EXERCISE GOAL = Word for word, write out all the entries below, omitting every picture.

PROVIDED RECORDS =
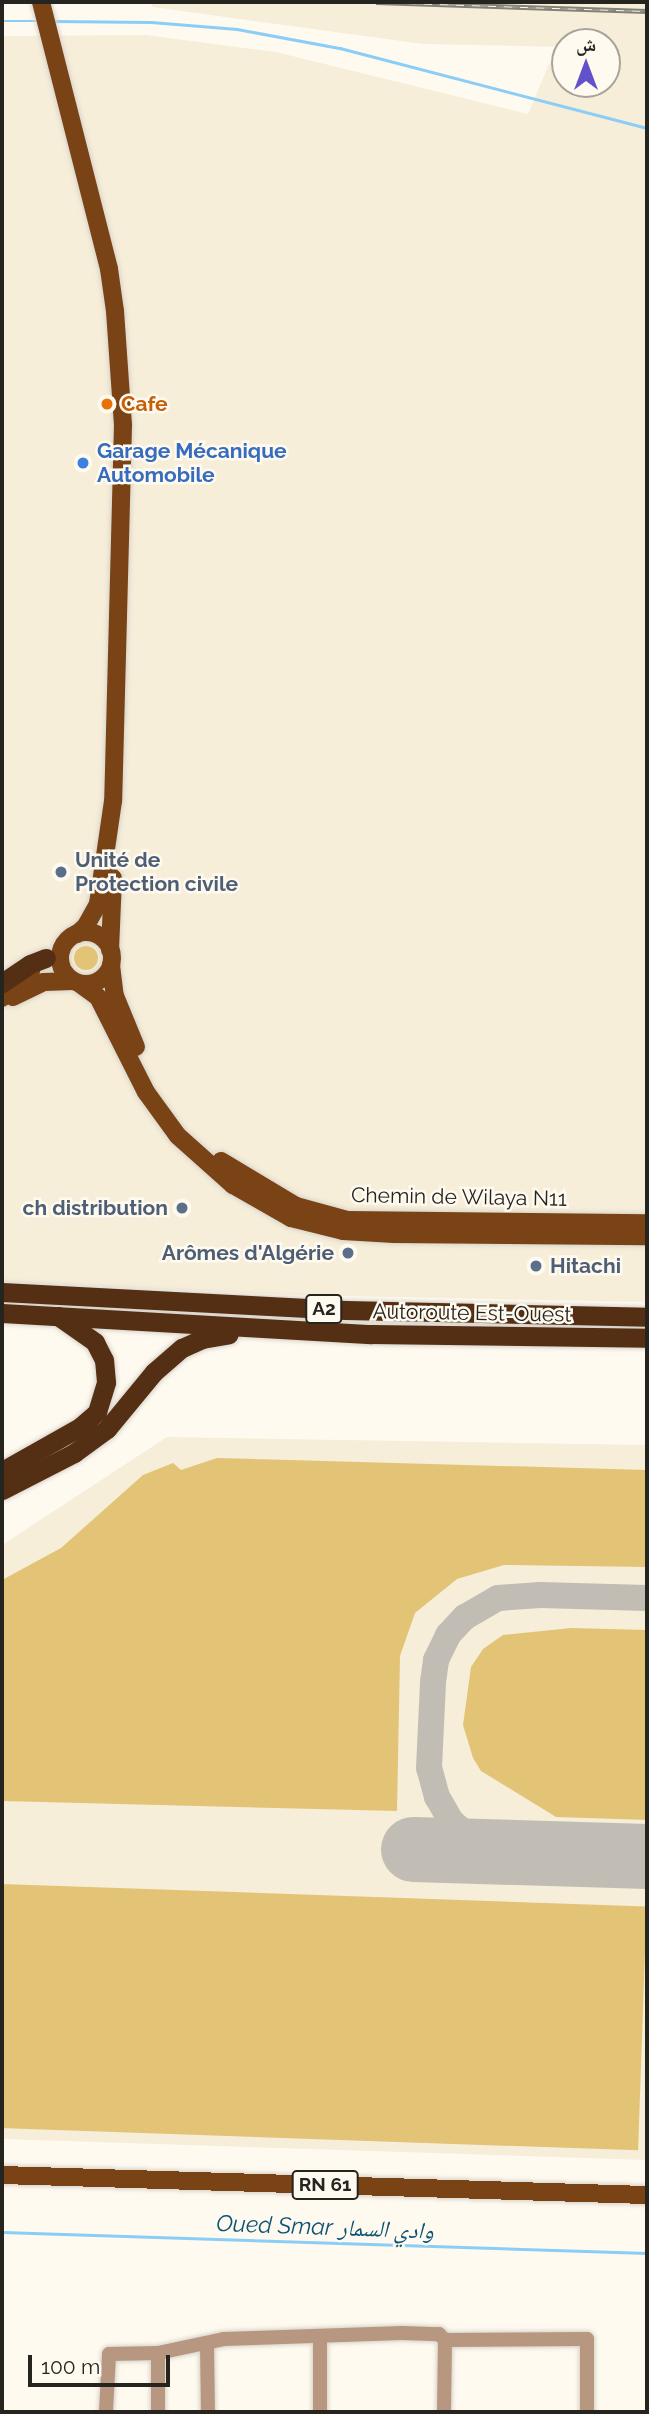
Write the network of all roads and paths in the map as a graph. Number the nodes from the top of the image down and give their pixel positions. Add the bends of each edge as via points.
1 (41, 2) edge
2 (113, 801) junction
3 (70, 939) junction
4 (47, 958) junction
5 (111, 958) junction
6 (77, 982) junction
7 (2, 983) edge
8 (2, 998) edge
9 (2, 1005) edge
10 (647, 1223) edge
11 (647, 1236) edge
12 (2, 1292) edge
13 (2, 1313) edge
14 (57, 1316) junction
15 (647, 1317) edge
16 (280, 1330) junction
17 (647, 1338) edge
18 (2, 1471) edge
19 (2, 1490) edge
20 (2, 2175) edge
21 (647, 2195) edge
22 (320, 2336) junction
23 (445, 2340) junction
24 (207, 2344) junction
25 (158, 2353) junction
26 (106, 2412) edge
27 (158, 2412) edge
28 (208, 2412) edge
29 (320, 2412) edge
30 (444, 2412) edge
31 (587, 2412) edge

1 - 2 main road via 100,229 116,311 123,443
2 - 3 main road via 98,904 86,926
2 - 5 main road, Chemin de Wilaya N11
3 - 4 main road
3 - 5 main road via 93,933 107,943
3 - 6 main road via 60,961
4 - 7 highway
4 - 8 main road
5 - 6 main road via 103,978
5 - 10 main road, Chemin de Wilaya N11 via 118,1006 146,1070 176,1116 225,1164 296,1206 365,1222
6 - 9 main road via 36,985
6 - 11 main road via 98,998 146,1092 178,1136 233,1185 291,1218 343,1231 394,1234
12 - 15 highway, Autoroute Est-Ouest / A2 via 332,1310
13 - 14 highway, Autoroute Est-Ouest / A2
14 - 16 highway, Autoroute Est-Ouest / A2
14 - 18 highway via 95,1342 104,1360 106,1382 97,1412 80,1427
16 - 17 highway, Autoroute Est-Ouest / A2
16 - 19 highway via 239,1332 182,1348 154,1372 107,1429 74,1453
20 - 21 main road, RN 61
22 - 23 street via 414,2333 439,2334
22 - 24 street via 224,2339
22 - 29 street
23 - 30 street
23 - 31 street via 587,2339
24 - 25 street
24 - 28 street
25 - 26 street via 109,2354
25 - 27 street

YOUR SOLUTION =
Write the network of all roads and paths in the map as a graph. Number the nodes from the top of the image down and give their pixel positions. Add the bends of each edge as via points.
1 (41, 2) edge
2 (113, 801) junction
3 (70, 939) junction
4 (47, 958) junction
5 (111, 958) junction
6 (77, 982) junction
7 (2, 983) edge
8 (2, 998) edge
9 (2, 1005) edge
10 (647, 1223) edge
11 (647, 1236) edge
12 (2, 1292) edge
13 (2, 1313) edge
14 (57, 1316) junction
15 (647, 1317) edge
16 (280, 1330) junction
17 (647, 1338) edge
18 (2, 1471) edge
19 (2, 1490) edge
20 (2, 2175) edge
21 (647, 2195) edge
22 (320, 2336) junction
23 (445, 2340) junction
24 (207, 2344) junction
25 (158, 2353) junction
26 (106, 2412) edge
27 (158, 2412) edge
28 (208, 2412) edge
29 (320, 2412) edge
30 (444, 2412) edge
31 (587, 2412) edge

1 - 2 main road via 100,229 116,311 123,443
2 - 3 main road via 98,904 86,926
2 - 5 main road, Chemin de Wilaya N11
3 - 4 main road
3 - 5 main road via 93,933 107,943
3 - 6 main road via 60,961
4 - 7 highway
4 - 8 main road
5 - 6 main road via 103,978
5 - 10 main road, Chemin de Wilaya N11 via 118,1006 146,1070 176,1116 225,1164 296,1206 365,1222
6 - 9 main road via 36,985
6 - 11 main road via 98,998 146,1092 178,1136 233,1185 291,1218 343,1231 394,1234
12 - 15 highway, Autoroute Est-Ouest / A2 via 332,1310
13 - 14 highway, Autoroute Est-Ouest / A2
14 - 16 highway, Autoroute Est-Ouest / A2
14 - 18 highway via 95,1342 104,1360 106,1382 97,1412 80,1427
16 - 17 highway, Autoroute Est-Ouest / A2
16 - 19 highway via 239,1332 182,1348 154,1372 107,1429 74,1453
20 - 21 main road, RN 61
22 - 23 street via 414,2333 439,2334
22 - 24 street via 224,2339
22 - 29 street
23 - 30 street
23 - 31 street via 587,2339
24 - 25 street
24 - 28 street
25 - 26 street via 109,2354
25 - 27 street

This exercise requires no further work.